Я любила бабушку, любила родителей, мне нравилось выходить на прогулку в белом накрахмаленном платье. Вокруг меня были реальные люди и реальные предметы, которые составляли мой мир. По сравнению с ними Павлик Морозов воспринимался лишь как портрет в книжке, а «коллектив» казался чем-то абстрактным, что не поддавалось воображению. Ребенок, воспитание которого было предметом безраздельного внимания Анетты Мариэтты Розалии Яновны Синберг, став взрослым, никогда не смог бы быть просто винтиком в государственной машине. Как и множество других детей, которые росли под неусыпным присмотром своих бабушек. Наверное, каждый по-своему пытался приспособиться к системе, но в конце концов понимал: приноравливаться, чтобы быть как все, — получается плохо, лучше оставаться самим собой.

* * *

В 1937 году, когда мне было десять лет, мы переехали в центр Москвы, в 1-й Николощеповский переулок, дом 4/20. Это был пятиэтажный дом с высокими потолками и большими кухнями. По первоначальному проекту предполагалось также наличие балконов, но по неизвестным причинам их так и не установили, и фасад здания «украшали» торчащие из стены стальные балки.

Квартиру, в которую мы переехали, раньше занимал ответственный работник Центросоюза — ведомства, регулирующего экономические связи между городом и деревней. Отец тоже там работал. Прежнего жильца арестовали, а его квартиру разделили.
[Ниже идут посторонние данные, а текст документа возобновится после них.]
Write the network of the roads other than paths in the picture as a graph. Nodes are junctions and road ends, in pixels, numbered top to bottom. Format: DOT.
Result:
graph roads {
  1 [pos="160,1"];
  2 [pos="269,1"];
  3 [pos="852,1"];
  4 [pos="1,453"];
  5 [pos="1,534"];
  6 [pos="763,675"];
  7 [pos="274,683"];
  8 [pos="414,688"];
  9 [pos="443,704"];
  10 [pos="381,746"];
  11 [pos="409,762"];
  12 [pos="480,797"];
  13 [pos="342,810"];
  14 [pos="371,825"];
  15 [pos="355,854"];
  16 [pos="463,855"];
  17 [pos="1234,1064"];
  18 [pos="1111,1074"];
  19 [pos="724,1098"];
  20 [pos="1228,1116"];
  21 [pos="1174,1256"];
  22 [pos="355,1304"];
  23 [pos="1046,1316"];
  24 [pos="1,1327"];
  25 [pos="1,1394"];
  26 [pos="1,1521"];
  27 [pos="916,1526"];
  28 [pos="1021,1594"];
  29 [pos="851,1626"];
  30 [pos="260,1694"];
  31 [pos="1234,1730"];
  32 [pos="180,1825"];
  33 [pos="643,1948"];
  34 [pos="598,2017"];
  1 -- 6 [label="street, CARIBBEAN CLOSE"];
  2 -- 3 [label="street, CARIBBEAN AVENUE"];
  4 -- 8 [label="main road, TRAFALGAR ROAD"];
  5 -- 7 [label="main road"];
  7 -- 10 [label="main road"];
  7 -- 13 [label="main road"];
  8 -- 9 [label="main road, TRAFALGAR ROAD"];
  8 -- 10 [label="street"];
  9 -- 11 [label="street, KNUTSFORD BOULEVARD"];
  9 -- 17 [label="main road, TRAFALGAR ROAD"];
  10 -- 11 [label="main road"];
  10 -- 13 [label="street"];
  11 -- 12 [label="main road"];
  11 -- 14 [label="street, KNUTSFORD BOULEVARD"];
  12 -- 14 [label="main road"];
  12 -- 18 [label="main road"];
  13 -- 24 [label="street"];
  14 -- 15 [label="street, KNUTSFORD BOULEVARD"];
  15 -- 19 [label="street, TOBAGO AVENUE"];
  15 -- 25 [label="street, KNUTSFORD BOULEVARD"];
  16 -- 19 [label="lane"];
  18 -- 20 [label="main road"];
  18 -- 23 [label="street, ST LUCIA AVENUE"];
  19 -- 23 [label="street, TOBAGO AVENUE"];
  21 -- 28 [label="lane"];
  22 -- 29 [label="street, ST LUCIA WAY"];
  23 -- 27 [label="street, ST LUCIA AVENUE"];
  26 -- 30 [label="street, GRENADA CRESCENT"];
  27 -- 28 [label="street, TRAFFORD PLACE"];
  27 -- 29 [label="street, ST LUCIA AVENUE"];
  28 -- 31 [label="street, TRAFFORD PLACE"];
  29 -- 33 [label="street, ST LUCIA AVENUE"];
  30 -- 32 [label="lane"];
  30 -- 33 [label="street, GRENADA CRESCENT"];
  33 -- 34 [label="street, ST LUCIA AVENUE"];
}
В одной комнате осталась его жена с десятилетней дочкой, а две другие предоставили нам.

Мне нравилось жить в новой квартире. В отличие от барака здесь были водопровод и туалет со смывным бачком.

На кухне — новая плита, которую не надо топить дровами, достаточно зажечь газ. Из окна комнаты, в которой разместились мы с бабушкой, открывался прекрасный вид, и я часами могла смотреть на баржи, плывущие вниз по Москве-реке.

Вскоре после переезда отец принес домой трехтомник Александра Герцена «Былое и думы». Я полюбила первый том — воспоминания Герцена о юности, прошедшей в Москве в двадцатых годах девятнадцатого века. Первые главы послужили мне путеводителем по лабиринту арбатских переулков. После революции старые особняки превратились в огромные коммунальные квартиры. Высокие окна без портьер, из форточек свисают сетки с продуктами — масло, сыр, колбаса, а между рамами хранятся бутылки с молоком и кефиром. Если прищуриться и не замечать эти импровизированные «холодильники», улица потеряет ясные очертания, и можно легко вообразить, как по ней движутся черные экипажи, из них выходят лихие офицеры и дамы в бальных платьях. Можно даже представить прогуливающихся по вечерней улице Пушкина или Герцена: вот они прошли мимо и скрылись в подъезде особняка с изящными венецианскими окнами.